TASK DETAILS: Nothing in the data may be altered; restate all of it exactly.

Records excerpted from a collection:
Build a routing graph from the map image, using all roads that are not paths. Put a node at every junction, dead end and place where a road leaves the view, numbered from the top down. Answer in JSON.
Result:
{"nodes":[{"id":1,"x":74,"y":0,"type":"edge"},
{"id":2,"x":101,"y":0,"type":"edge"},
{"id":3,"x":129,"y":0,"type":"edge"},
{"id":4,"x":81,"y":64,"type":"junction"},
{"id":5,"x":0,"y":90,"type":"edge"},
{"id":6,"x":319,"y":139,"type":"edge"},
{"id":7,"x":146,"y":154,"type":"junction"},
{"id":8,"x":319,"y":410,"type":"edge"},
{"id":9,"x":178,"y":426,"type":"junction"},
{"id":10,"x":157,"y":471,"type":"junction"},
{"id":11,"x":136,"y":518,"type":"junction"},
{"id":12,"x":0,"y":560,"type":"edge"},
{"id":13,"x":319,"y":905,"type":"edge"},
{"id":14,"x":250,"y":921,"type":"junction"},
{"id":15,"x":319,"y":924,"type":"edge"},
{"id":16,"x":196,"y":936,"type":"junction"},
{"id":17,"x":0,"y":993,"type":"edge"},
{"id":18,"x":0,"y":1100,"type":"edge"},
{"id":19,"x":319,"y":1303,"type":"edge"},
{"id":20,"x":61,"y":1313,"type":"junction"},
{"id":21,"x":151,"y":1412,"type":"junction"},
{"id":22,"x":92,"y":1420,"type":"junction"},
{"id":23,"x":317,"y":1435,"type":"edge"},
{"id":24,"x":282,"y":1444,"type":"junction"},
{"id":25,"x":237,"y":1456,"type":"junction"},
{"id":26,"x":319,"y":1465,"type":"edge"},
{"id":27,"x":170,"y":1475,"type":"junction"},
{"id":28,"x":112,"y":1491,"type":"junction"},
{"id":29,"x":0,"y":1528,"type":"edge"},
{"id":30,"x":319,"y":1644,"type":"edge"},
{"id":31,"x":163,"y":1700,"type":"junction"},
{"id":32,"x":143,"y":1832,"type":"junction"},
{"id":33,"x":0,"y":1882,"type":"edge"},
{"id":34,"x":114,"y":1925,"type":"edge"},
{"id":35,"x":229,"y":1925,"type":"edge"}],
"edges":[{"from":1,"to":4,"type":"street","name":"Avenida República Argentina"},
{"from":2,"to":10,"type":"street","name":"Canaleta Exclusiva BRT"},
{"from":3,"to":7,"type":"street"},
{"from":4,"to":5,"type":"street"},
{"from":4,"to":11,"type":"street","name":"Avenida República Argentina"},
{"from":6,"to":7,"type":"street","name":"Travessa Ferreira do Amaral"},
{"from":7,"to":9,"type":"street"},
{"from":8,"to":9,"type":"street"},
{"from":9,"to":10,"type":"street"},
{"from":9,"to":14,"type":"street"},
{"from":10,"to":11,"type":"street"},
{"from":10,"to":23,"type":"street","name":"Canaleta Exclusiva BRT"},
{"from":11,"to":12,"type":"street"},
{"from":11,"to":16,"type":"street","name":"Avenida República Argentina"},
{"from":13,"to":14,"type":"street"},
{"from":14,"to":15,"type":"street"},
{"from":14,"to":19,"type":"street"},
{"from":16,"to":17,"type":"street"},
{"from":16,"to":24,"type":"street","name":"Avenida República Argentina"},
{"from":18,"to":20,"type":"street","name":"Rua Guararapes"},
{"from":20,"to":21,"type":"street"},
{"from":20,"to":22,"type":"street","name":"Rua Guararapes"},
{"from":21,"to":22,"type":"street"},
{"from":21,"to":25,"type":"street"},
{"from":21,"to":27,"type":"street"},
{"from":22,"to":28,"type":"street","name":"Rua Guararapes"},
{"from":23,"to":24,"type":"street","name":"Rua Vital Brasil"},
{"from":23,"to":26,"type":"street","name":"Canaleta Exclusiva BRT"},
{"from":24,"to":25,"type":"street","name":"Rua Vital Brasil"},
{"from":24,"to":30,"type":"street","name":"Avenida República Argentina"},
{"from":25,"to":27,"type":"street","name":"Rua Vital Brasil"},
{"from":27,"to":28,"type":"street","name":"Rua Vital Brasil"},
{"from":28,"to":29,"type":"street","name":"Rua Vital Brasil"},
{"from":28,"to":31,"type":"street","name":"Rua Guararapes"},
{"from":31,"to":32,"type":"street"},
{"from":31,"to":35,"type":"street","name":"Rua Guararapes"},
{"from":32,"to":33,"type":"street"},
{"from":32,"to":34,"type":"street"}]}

SOLUTION TO THE PROBLEM:
Build a routing graph from the map image, using all roads that are not paths. Put a node at every junction, dead end and place where a road leaves the view, numbered from the top down. Answer in JSON.
Result:
{"nodes":[{"id":1,"x":74,"y":0,"type":"edge"},
{"id":2,"x":101,"y":0,"type":"edge"},
{"id":3,"x":129,"y":0,"type":"edge"},
{"id":4,"x":81,"y":64,"type":"junction"},
{"id":5,"x":0,"y":90,"type":"edge"},
{"id":6,"x":319,"y":139,"type":"edge"},
{"id":7,"x":146,"y":154,"type":"junction"},
{"id":8,"x":319,"y":410,"type":"edge"},
{"id":9,"x":178,"y":426,"type":"junction"},
{"id":10,"x":157,"y":471,"type":"junction"},
{"id":11,"x":136,"y":518,"type":"junction"},
{"id":12,"x":0,"y":560,"type":"edge"},
{"id":13,"x":319,"y":905,"type":"edge"},
{"id":14,"x":250,"y":921,"type":"junction"},
{"id":15,"x":319,"y":924,"type":"edge"},
{"id":16,"x":196,"y":936,"type":"junction"},
{"id":17,"x":0,"y":993,"type":"edge"},
{"id":18,"x":0,"y":1100,"type":"edge"},
{"id":19,"x":319,"y":1303,"type":"edge"},
{"id":20,"x":61,"y":1313,"type":"junction"},
{"id":21,"x":151,"y":1412,"type":"junction"},
{"id":22,"x":92,"y":1420,"type":"junction"},
{"id":23,"x":317,"y":1435,"type":"edge"},
{"id":24,"x":282,"y":1444,"type":"junction"},
{"id":25,"x":237,"y":1456,"type":"junction"},
{"id":26,"x":319,"y":1465,"type":"edge"},
{"id":27,"x":170,"y":1475,"type":"junction"},
{"id":28,"x":112,"y":1491,"type":"junction"},
{"id":29,"x":0,"y":1528,"type":"edge"},
{"id":30,"x":319,"y":1644,"type":"edge"},
{"id":31,"x":163,"y":1700,"type":"junction"},
{"id":32,"x":143,"y":1832,"type":"junction"},
{"id":33,"x":0,"y":1882,"type":"edge"},
{"id":34,"x":114,"y":1925,"type":"edge"},
{"id":35,"x":229,"y":1925,"type":"edge"}],
"edges":[{"from":1,"to":4,"type":"street","name":"Avenida República Argentina"},
{"from":2,"to":10,"type":"street","name":"Canaleta Exclusiva BRT"},
{"from":3,"to":7,"type":"street"},
{"from":4,"to":5,"type":"street"},
{"from":4,"to":11,"type":"street","name":"Avenida República Argentina"},
{"from":6,"to":7,"type":"street","name":"Travessa Ferreira do Amaral"},
{"from":7,"to":9,"type":"street"},
{"from":8,"to":9,"type":"street"},
{"from":9,"to":10,"type":"street"},
{"from":9,"to":14,"type":"street"},
{"from":10,"to":11,"type":"street"},
{"from":10,"to":23,"type":"street","name":"Canaleta Exclusiva BRT"},
{"from":11,"to":12,"type":"street"},
{"from":11,"to":16,"type":"street","name":"Avenida República Argentina"},
{"from":13,"to":14,"type":"street"},
{"from":14,"to":15,"type":"street"},
{"from":14,"to":19,"type":"street"},
{"from":16,"to":17,"type":"street"},
{"from":16,"to":24,"type":"street","name":"Avenida República Argentina"},
{"from":18,"to":20,"type":"street","name":"Rua Guararapes"},
{"from":20,"to":21,"type":"street"},
{"from":20,"to":22,"type":"street","name":"Rua Guararapes"},
{"from":21,"to":22,"type":"street"},
{"from":21,"to":25,"type":"street"},
{"from":21,"to":27,"type":"street"},
{"from":22,"to":28,"type":"street","name":"Rua Guararapes"},
{"from":23,"to":24,"type":"street","name":"Rua Vital Brasil"},
{"from":23,"to":26,"type":"street","name":"Canaleta Exclusiva BRT"},
{"from":24,"to":25,"type":"street","name":"Rua Vital Brasil"},
{"from":24,"to":30,"type":"street","name":"Avenida República Argentina"},
{"from":25,"to":27,"type":"street","name":"Rua Vital Brasil"},
{"from":27,"to":28,"type":"street","name":"Rua Vital Brasil"},
{"from":28,"to":29,"type":"street","name":"Rua Vital Brasil"},
{"from":28,"to":31,"type":"street","name":"Rua Guararapes"},
{"from":31,"to":32,"type":"street"},
{"from":31,"to":35,"type":"street","name":"Rua Guararapes"},
{"from":32,"to":33,"type":"street"},
{"from":32,"to":34,"type":"street"}]}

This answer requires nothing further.